- **What you will do**
Print the listing in its entirety and exactly, leaving out images.

- **Material provided**

╭──

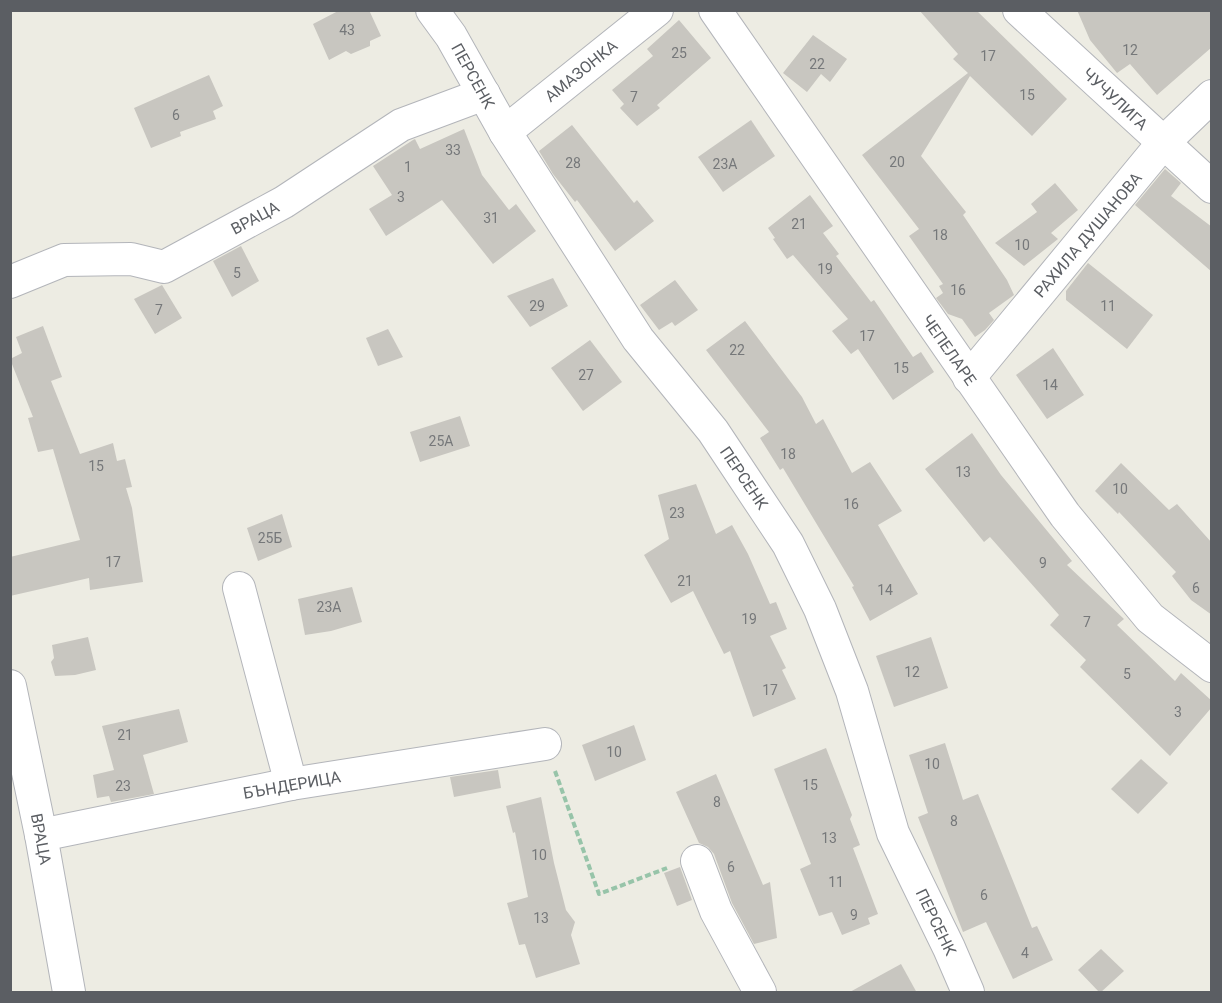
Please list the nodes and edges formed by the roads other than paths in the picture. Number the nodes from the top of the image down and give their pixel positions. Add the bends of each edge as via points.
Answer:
1 (432, 10) edge
2 (657, 10) edge
3 (715, 10) edge
4 (1019, 10) edge
5 (484, 94) junction
6 (1212, 96) edge
7 (505, 132) junction
8 (1163, 144) junction
9 (1212, 187) edge
10 (10, 282) edge
11 (969, 378) junction
12 (239, 588) dead end
13 (1212, 666) edge
14 (10, 686) edge
15 (545, 744) road end
16 (291, 784) junction
17 (41, 835) junction
18 (697, 861) road end
19 (751, 990) edge
20 (69, 993) edge
21 (968, 993) edge

1 - 5 street, ПЕРСЕНК
2 - 7 street, АМАЗОНКА
3 - 11 street, ЧЕПЕЛАРЕ
4 - 8 street, ЧУЧУЛИГА
5 - 7 street, ПЕРСЕНК
5 - 10 street, ВРАЦА via 401,125 284,202 164,267 131,259 64,260
6 - 8 street, РАХИЛА ДУШАНОВА
7 - 21 street, ПЕРСЕНК via 638,339 713,431 788,544 820,609 852,691 892,833
8 - 9 street, ЧУЧУЛИГА
8 - 11 street, РАХИЛА ДУШАНОВА
11 - 13 street, ЧЕПЕЛАРЕ via 1065,515 1150,618
12 - 16 street
14 - 17 street, ВРАЦА
15 - 16 street, БЪНДЕРИЦА
16 - 17 street, БЪНДЕРИЦА
17 - 20 street, ВРАЦА
18 - 19 street

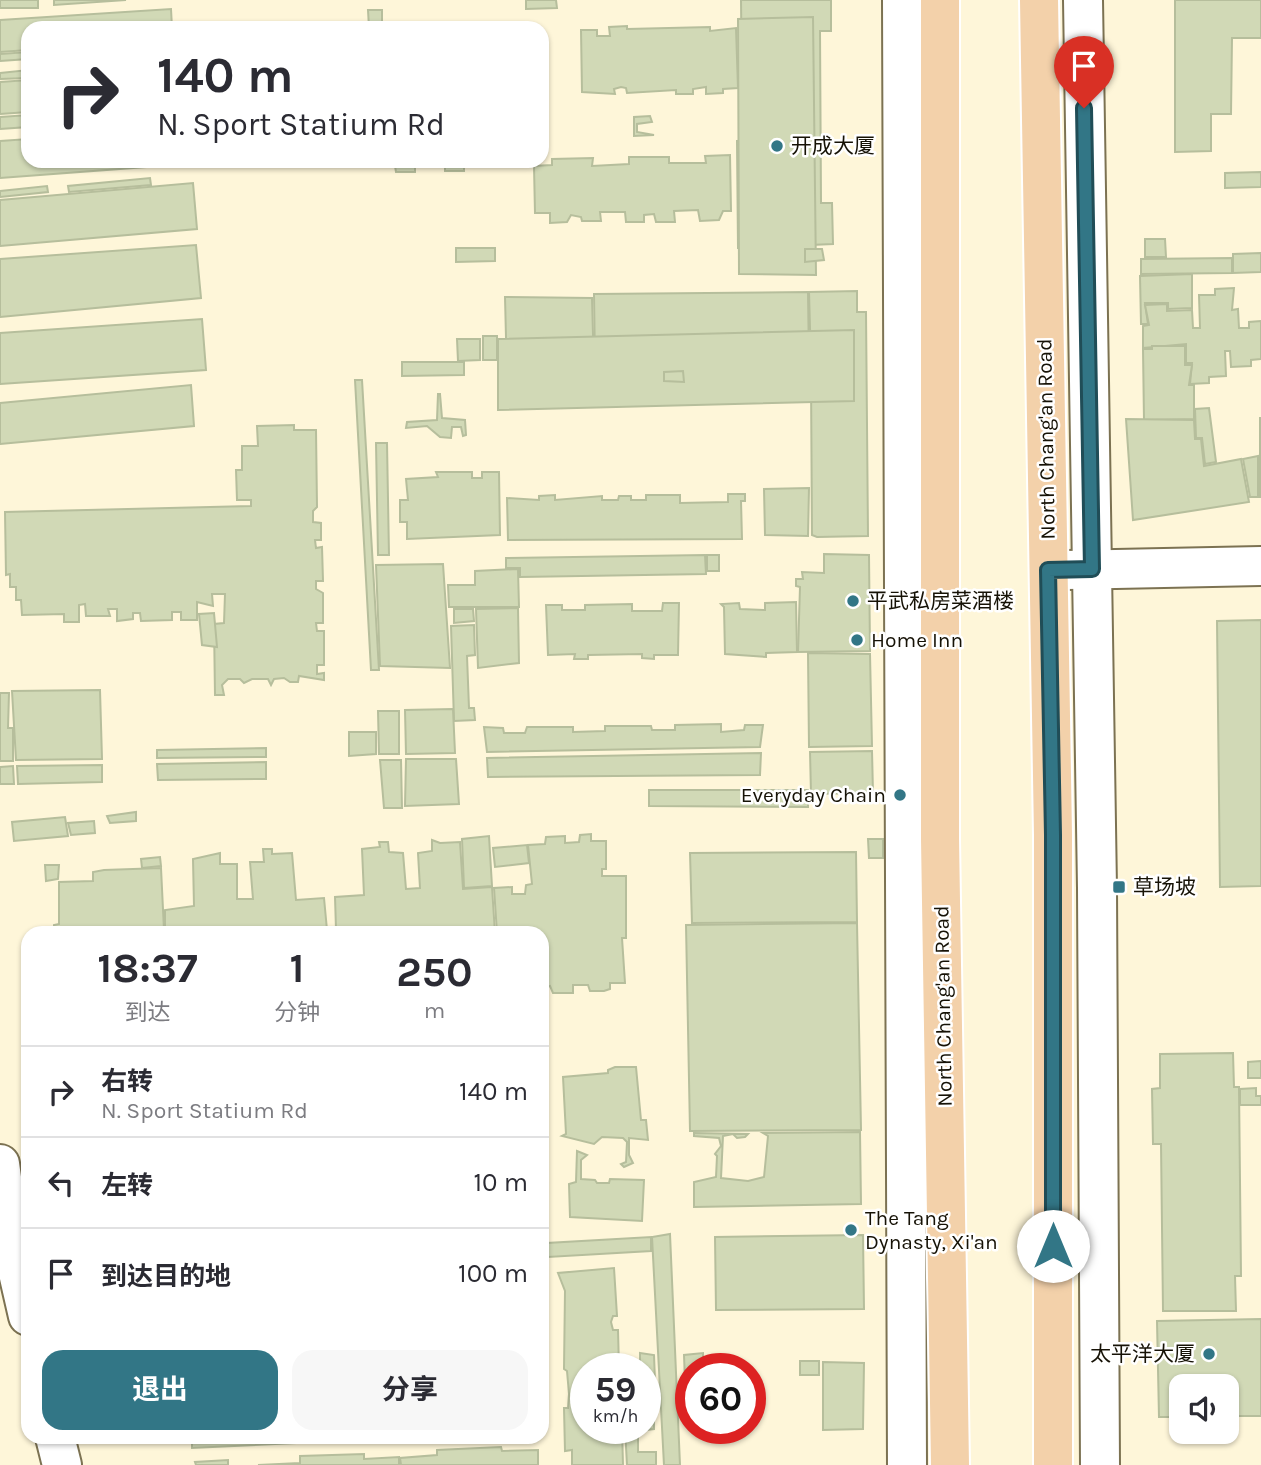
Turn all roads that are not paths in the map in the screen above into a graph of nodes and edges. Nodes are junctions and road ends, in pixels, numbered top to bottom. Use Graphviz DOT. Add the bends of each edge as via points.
graph roads {
  1 [pos="902,0"];
  2 [pos="940,0"];
  3 [pos="1039,0"];
  4 [pos="1083,0"];
  5 [pos="1261,566"];
  6 [pos="1092,569"];
  7 [pos="1048,570"];
  8 [pos="0,1164"];
  9 [pos="21,1286"];
  10 [pos="57,1444"];
  11 [pos="62,1465"];
  12 [pos="907,1465"];
  13 [pos="950,1465"];
  14 [pos="1053,1465"];
  15 [pos="1100,1465"];
  1 -- 12 [label="street"];
  2 -- 13 [label="main road, North Chang'an Road" via="940,839"];
  3 -- 7 [label="main road, North Chang'an Road"];
  4 -- 6 [label="street"];
  5 -- 6 [label="street"];
  6 -- 7 [label="street"];
  6 -- 15 [label="street"];
  7 -- 14 [label="main road, North Chang'an Road" via="1053,835"];
  8 -- 9 [label="street"];
  10 -- 11 [label="street"];
}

╰──

- **Task solution**
Please list the nodes and edges formed by the roads other than paths in the picture. Number the nodes from the top of the image down and give their pixel positions. Add the bends of each edge as via points.
Answer:
1 (432, 10) edge
2 (657, 10) edge
3 (715, 10) edge
4 (1019, 10) edge
5 (484, 94) junction
6 (1212, 96) edge
7 (505, 132) junction
8 (1163, 144) junction
9 (1212, 187) edge
10 (10, 282) edge
11 (969, 378) junction
12 (239, 588) dead end
13 (1212, 666) edge
14 (10, 686) edge
15 (545, 744) road end
16 (291, 784) junction
17 (41, 835) junction
18 (697, 861) road end
19 (751, 990) edge
20 (69, 993) edge
21 (968, 993) edge

1 - 5 street, ПЕРСЕНК
2 - 7 street, АМАЗОНКА
3 - 11 street, ЧЕПЕЛАРЕ
4 - 8 street, ЧУЧУЛИГА
5 - 7 street, ПЕРСЕНК
5 - 10 street, ВРАЦА via 401,125 284,202 164,267 131,259 64,260
6 - 8 street, РАХИЛА ДУШАНОВА
7 - 21 street, ПЕРСЕНК via 638,339 713,431 788,544 820,609 852,691 892,833
8 - 9 street, ЧУЧУЛИГА
8 - 11 street, РАХИЛА ДУШАНОВА
11 - 13 street, ЧЕПЕЛАРЕ via 1065,515 1150,618
12 - 16 street
14 - 17 street, ВРАЦА
15 - 16 street, БЪНДЕРИЦА
16 - 17 street, БЪНДЕРИЦА
17 - 20 street, ВРАЦА
18 - 19 street

Turn all roads that are not paths in the map in the screen above into a graph of nodes and edges. Nodes are junctions and road ends, in pixels, numbered top to bottom. Use Graphviz DOT. Add the bends of each edge as via points.
graph roads {
  1 [pos="902,0"];
  2 [pos="940,0"];
  3 [pos="1039,0"];
  4 [pos="1083,0"];
  5 [pos="1261,566"];
  6 [pos="1092,569"];
  7 [pos="1048,570"];
  8 [pos="0,1164"];
  9 [pos="21,1286"];
  10 [pos="57,1444"];
  11 [pos="62,1465"];
  12 [pos="907,1465"];
  13 [pos="950,1465"];
  14 [pos="1053,1465"];
  15 [pos="1100,1465"];
  1 -- 12 [label="street"];
  2 -- 13 [label="main road, North Chang'an Road" via="940,839"];
  3 -- 7 [label="main road, North Chang'an Road"];
  4 -- 6 [label="street"];
  5 -- 6 [label="street"];
  6 -- 7 [label="street"];
  6 -- 15 [label="street"];
  7 -- 14 [label="main road, North Chang'an Road" via="1053,835"];
  8 -- 9 [label="street"];
  10 -- 11 [label="street"];
}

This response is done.